### WHAT IS BEING ASKED
Apart from any images, the entries are to be output exactly.

[Saved data entries]
========

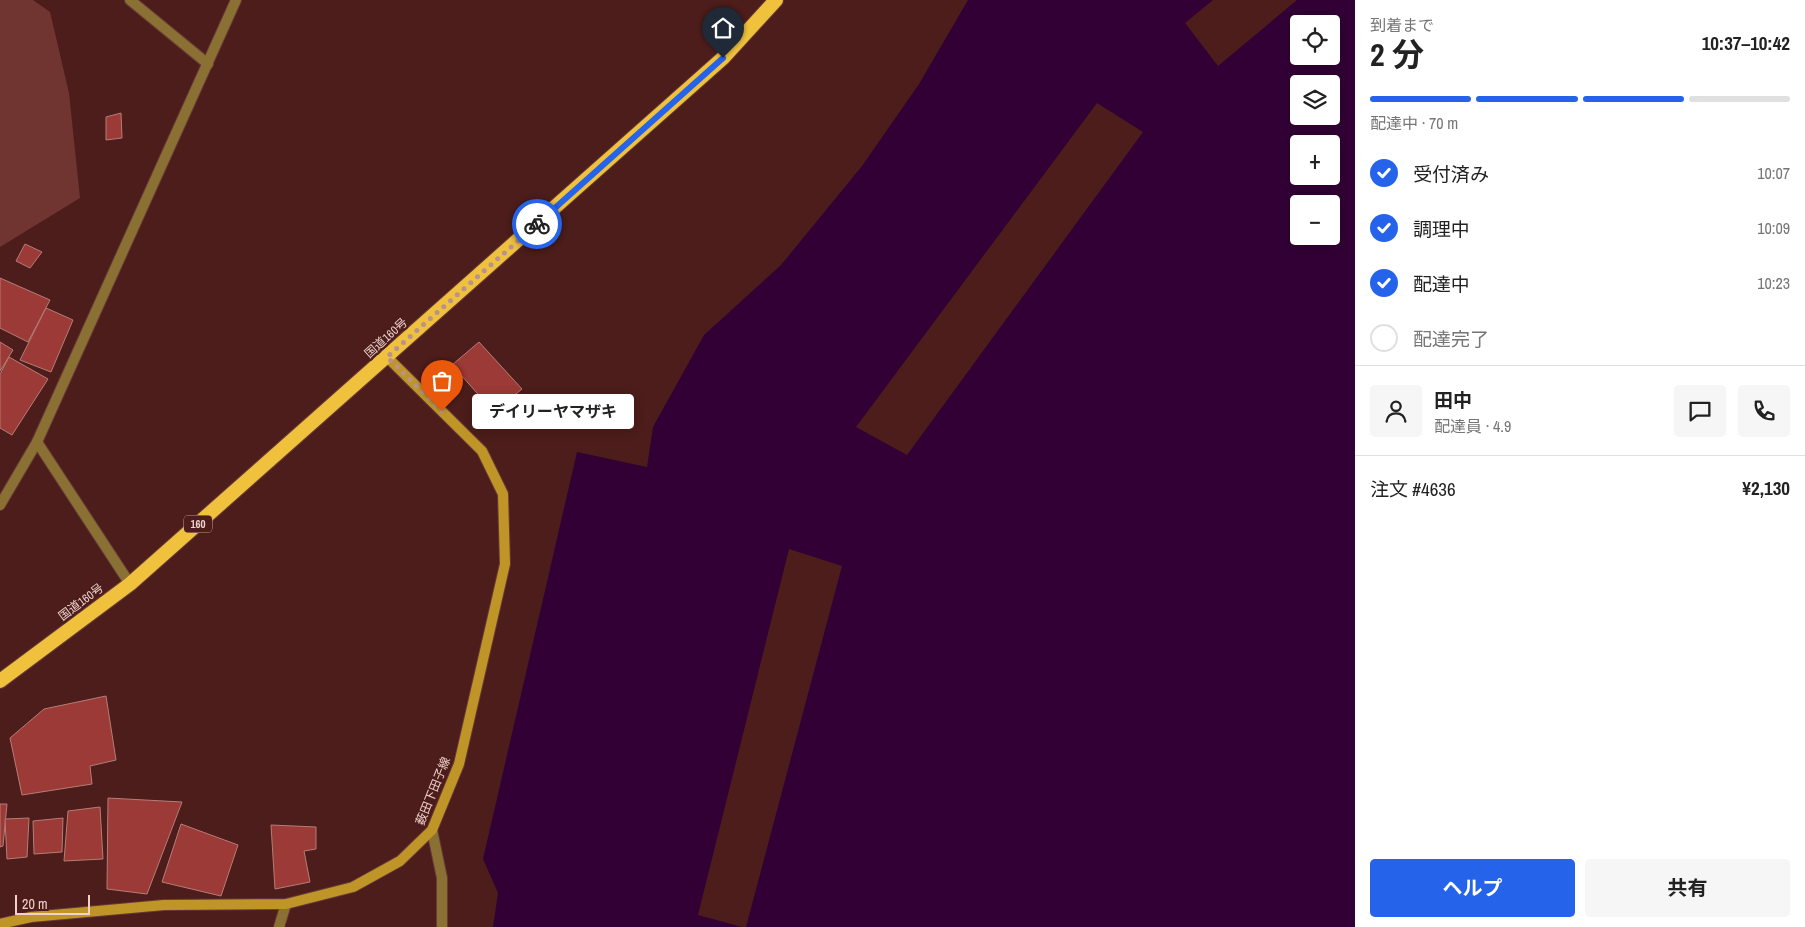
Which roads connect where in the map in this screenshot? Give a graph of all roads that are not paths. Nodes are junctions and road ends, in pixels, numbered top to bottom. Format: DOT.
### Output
graph roads {
  1 [pos="130,0"];
  2 [pos="236,0"];
  3 [pos="776,0"];
  4 [pos="208,64"];
  5 [pos="387,357"];
  6 [pos="37,442"];
  7 [pos="0,505"];
  8 [pos="130,584"];
  9 [pos="0,682"];
  10 [pos="432,830"];
  11 [pos="286,904"];
  12 [pos="0,924"];
  13 [pos="279,927"];
  14 [pos="442,927"];
  1 -- 4 [label="street"];
  2 -- 4 [label="street"];
  3 -- 5 [label="highway, 国道160号 / 160"];
  4 -- 6 [label="street"];
  5 -- 8 [label="highway, 国道160号 / 160"];
  5 -- 10 [label="main road, 薮田下田子線"];
  6 -- 7 [label="street"];
  6 -- 8 [label="street"];
  8 -- 9 [label="highway, 国道160号 / 160"];
  10 -- 11 [label="main road, 薮田下田子線"];
  10 -- 14 [label="street"];
  11 -- 12 [label="main road, 薮田下田子線"];
  11 -- 13 [label="street"];
}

========

### FINISHED TASK
Which roads connect where in the map in this screenshot? Give a graph of all roads that are not paths. Nodes are junctions and road ends, in pixels, numbered top to bottom. Format: DOT.
### Output
graph roads {
  1 [pos="130,0"];
  2 [pos="236,0"];
  3 [pos="776,0"];
  4 [pos="208,64"];
  5 [pos="387,357"];
  6 [pos="37,442"];
  7 [pos="0,505"];
  8 [pos="130,584"];
  9 [pos="0,682"];
  10 [pos="432,830"];
  11 [pos="286,904"];
  12 [pos="0,924"];
  13 [pos="279,927"];
  14 [pos="442,927"];
  1 -- 4 [label="street"];
  2 -- 4 [label="street"];
  3 -- 5 [label="highway, 国道160号 / 160"];
  4 -- 6 [label="street"];
  5 -- 8 [label="highway, 国道160号 / 160"];
  5 -- 10 [label="main road, 薮田下田子線"];
  6 -- 7 [label="street"];
  6 -- 8 [label="street"];
  8 -- 9 [label="highway, 国道160号 / 160"];
  10 -- 11 [label="main road, 薮田下田子線"];
  10 -- 14 [label="street"];
  11 -- 12 [label="main road, 薮田下田子線"];
  11 -- 13 [label="street"];
}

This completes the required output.